The Paradox of Thrift
Everyone’s income is someone else’s expenditure but not all income is spent. Some of it is saved and some of it taxed. In a recession, everyone tries to save more which means less income for others — the paradox of thrift.
In March alone, UK consumers paid down almost £4bn of credit card debt. If they did that every month, the Government would need to spend another £12bn just to make up for it. The Office of Budget Responsibility (OBR) calculates extra coronavirus spending as around £100bn over the 2020/21 fiscal year: £25bn per quarter. Even assuming that it actually makes it to households, half of that will vanish on consumers paying off credit cards if March’s figures repeat — and that money doesn’t go anywhere. Banks create new money when they make loans and the money disappears when they’re paid off.
That leaves us £13bn of new spending to address what can easily be a £40bn decline.
The absolute best that can be said of the fiscal response is that it’s appropriate if my assumptions about consumption and investment are 2-4 times too pessimistic! The fact that UK electricity use declined 20% in April implies they are not.

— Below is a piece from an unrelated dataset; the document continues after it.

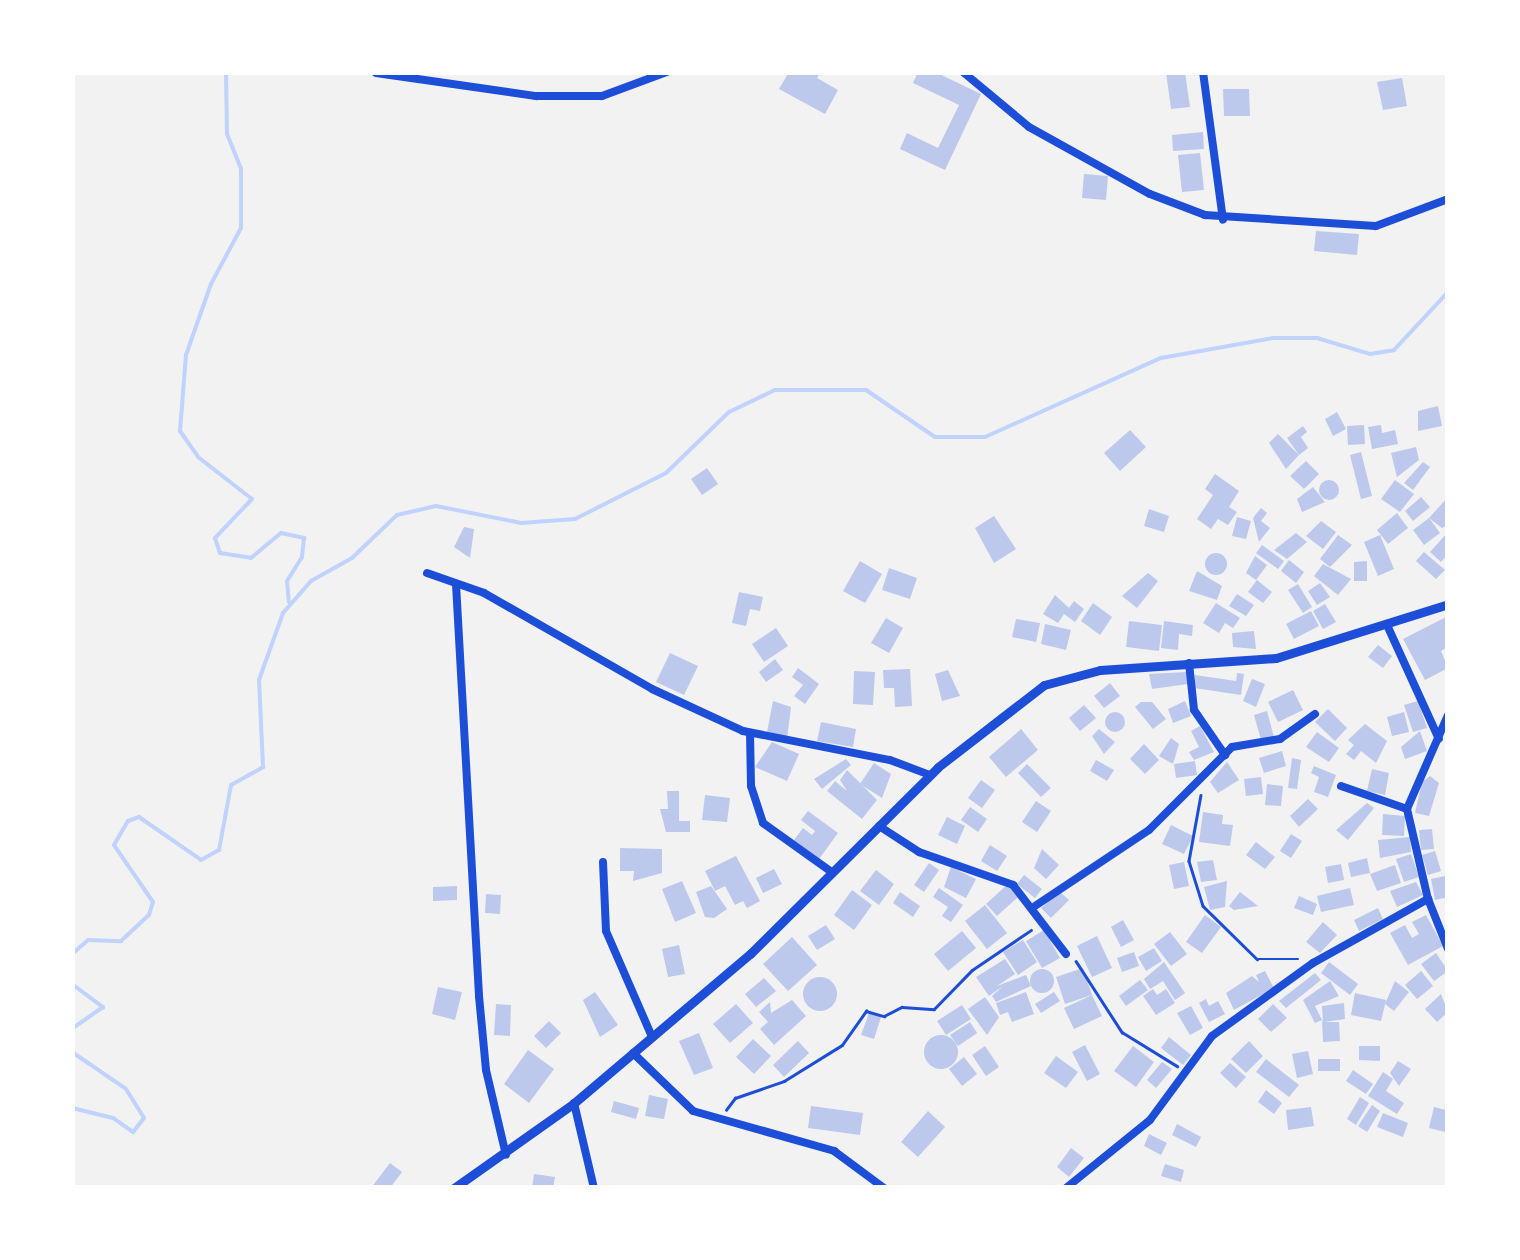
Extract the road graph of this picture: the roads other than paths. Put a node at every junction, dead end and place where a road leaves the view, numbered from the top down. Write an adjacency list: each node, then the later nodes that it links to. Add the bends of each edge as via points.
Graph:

What of the Bank of England (BoE)? Can’t they prevent a slide into depression by pumping money into the economy?
More than their job’s worth I’m afraid. The BoE does not spend money. It only ever lends it. When you or I borrow from a bank, the bank credits our bank balance and adds a debt to the other side of their ledger. It’s the same when banks borrow from the BoE – and only banks can do so. All the BoE can do is increase the balances that banks hold with them, and all a bank can do with that “money” is transfer it to another bank in exchange for something. When the BoE increases these reserves, with lending, or Quantitative Easing (QE) — all they do is make it easier for banks to settle payments with each other and change the mix of financial assets in the economy. They take out some government bonds, put in some reserves.
None of this necessarily leads to more spending.
The Bank of England does not control the amount of pounds there are in circulation. No one does. The number of pounds depends on the lending and borrowing preferences of everyone in the economy, banks, households and firms. Whilst the BoE is adding reserves that can’t be spent on goods and services, firms and households are paying back loans as they tighten their belts — reducing deposits that can be spent.
If that doesn’t sound like a recipe for inflation, that’s because it isn’t. Most commentators and economists thought when the BoE first started buying bonds that it would lead to rapid inflation, and I saw many smart people lose many millions of pounds investing as if that were true. In 2009-10 when the BoE was buying bonds for the first time, the price of Oil went from 30 to 70 pounds a barrel. High oil prices and inflation are peas in the same pricey pod. But while oil prices more than doubled at the same time as the BoE bought hundreds of billions of bonds, Consumer Price Index inflation rise from 3 to 5%. Hardly anything to write home about.
Reassessing Government Spending
All of this looks very much like crises past. Asset purchases by central banks were commonplace before the 80s, and most people now agree that government spending in a recession is a good thing. Many commentators are saying that the support for companies is unprecedented, with the BoE buying corporate bonds — but this used to be routine in the 19th century as those were the main kind of bonds around. The hand wringing and fretting lacks any historical perspective.
Building a society where the vast majority of people rely on salary income from big companies and then replacing some of that income when you force those companies to close is not generous. Encouraging enormous borrowing and then backstopping the worst effects of that borrowing unwinding is not kind.
The UK state is behaving exactly like Taleb’s rich uncle, stepping in in a time of crisis to prevent the unthinkable. The extent of the UKs economic crisis will be thrown into sharp relief by this month’s data releases, which cover the April period where the UK was under lockdown.
Don’t let anyone tell you the policy response has been generous when the evidence of your own eyes and ears is of economic ruin. It’s better than nothing. That’s all we can say for sure — and that isn’t much.